**WHAT TO PRODUCE**.
Below is a listing. Copy each line of it that holds the word "name".

____________

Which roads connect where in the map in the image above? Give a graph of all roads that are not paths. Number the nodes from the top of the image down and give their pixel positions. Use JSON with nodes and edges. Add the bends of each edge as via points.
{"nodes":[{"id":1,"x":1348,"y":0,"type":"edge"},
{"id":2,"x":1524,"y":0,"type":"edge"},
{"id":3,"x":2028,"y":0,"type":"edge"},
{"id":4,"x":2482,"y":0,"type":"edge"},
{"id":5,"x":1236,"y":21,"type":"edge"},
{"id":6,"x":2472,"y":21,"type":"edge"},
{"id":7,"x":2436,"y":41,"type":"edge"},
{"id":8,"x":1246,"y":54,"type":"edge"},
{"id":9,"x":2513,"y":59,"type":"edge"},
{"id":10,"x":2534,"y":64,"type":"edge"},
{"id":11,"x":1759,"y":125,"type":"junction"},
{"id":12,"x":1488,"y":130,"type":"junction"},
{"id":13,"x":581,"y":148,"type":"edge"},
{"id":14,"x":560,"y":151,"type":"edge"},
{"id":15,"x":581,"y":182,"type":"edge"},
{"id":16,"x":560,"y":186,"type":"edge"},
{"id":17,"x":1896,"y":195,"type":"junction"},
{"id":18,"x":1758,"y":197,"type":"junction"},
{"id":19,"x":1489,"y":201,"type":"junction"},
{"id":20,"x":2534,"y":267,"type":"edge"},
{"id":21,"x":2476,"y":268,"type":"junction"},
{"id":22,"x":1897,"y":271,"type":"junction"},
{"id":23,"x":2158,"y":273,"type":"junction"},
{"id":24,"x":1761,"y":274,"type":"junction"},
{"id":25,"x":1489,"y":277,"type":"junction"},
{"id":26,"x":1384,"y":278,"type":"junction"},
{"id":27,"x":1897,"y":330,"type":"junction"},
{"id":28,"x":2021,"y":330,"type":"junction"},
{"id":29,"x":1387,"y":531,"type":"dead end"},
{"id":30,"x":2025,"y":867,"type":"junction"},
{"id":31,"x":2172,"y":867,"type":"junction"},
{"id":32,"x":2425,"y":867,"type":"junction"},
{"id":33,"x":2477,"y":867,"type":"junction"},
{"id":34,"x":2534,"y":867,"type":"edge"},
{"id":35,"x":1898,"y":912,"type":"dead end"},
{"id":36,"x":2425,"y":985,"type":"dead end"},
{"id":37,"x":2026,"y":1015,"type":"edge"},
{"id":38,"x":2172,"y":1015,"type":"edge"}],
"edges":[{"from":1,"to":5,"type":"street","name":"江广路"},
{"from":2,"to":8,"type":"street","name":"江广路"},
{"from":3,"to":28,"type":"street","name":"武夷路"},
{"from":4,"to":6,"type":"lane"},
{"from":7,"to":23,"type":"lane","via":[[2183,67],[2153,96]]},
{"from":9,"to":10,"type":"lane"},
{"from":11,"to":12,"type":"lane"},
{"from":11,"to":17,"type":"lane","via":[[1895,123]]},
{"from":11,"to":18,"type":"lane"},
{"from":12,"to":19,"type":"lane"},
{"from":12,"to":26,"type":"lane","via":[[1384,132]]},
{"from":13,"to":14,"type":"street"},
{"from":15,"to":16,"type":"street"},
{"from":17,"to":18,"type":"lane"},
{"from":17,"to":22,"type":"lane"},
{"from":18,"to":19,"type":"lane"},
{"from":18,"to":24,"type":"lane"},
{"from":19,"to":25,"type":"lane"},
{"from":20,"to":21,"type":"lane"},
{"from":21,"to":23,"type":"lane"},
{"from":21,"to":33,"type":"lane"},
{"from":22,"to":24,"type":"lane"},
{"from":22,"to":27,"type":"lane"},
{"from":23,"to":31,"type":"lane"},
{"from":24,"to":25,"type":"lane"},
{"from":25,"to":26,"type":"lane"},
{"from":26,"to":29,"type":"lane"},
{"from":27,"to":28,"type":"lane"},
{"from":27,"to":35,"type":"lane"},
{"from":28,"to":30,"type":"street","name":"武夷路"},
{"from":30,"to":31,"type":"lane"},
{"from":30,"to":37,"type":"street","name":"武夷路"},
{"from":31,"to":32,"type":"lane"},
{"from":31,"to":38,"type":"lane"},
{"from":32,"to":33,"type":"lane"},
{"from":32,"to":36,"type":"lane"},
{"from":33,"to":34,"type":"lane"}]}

____________

**ANSWER SECTION**.
"edges":[{"from":1,"to":5,"type":"street","name":"江广路"},
{"from":2,"to":8,"type":"street","name":"江广路"},
{"from":3,"to":28,"type":"street","name":"武夷路"},
{"from":28,"to":30,"type":"street","name":"武夷路"},
{"from":30,"to":37,"type":"street","name":"武夷路"},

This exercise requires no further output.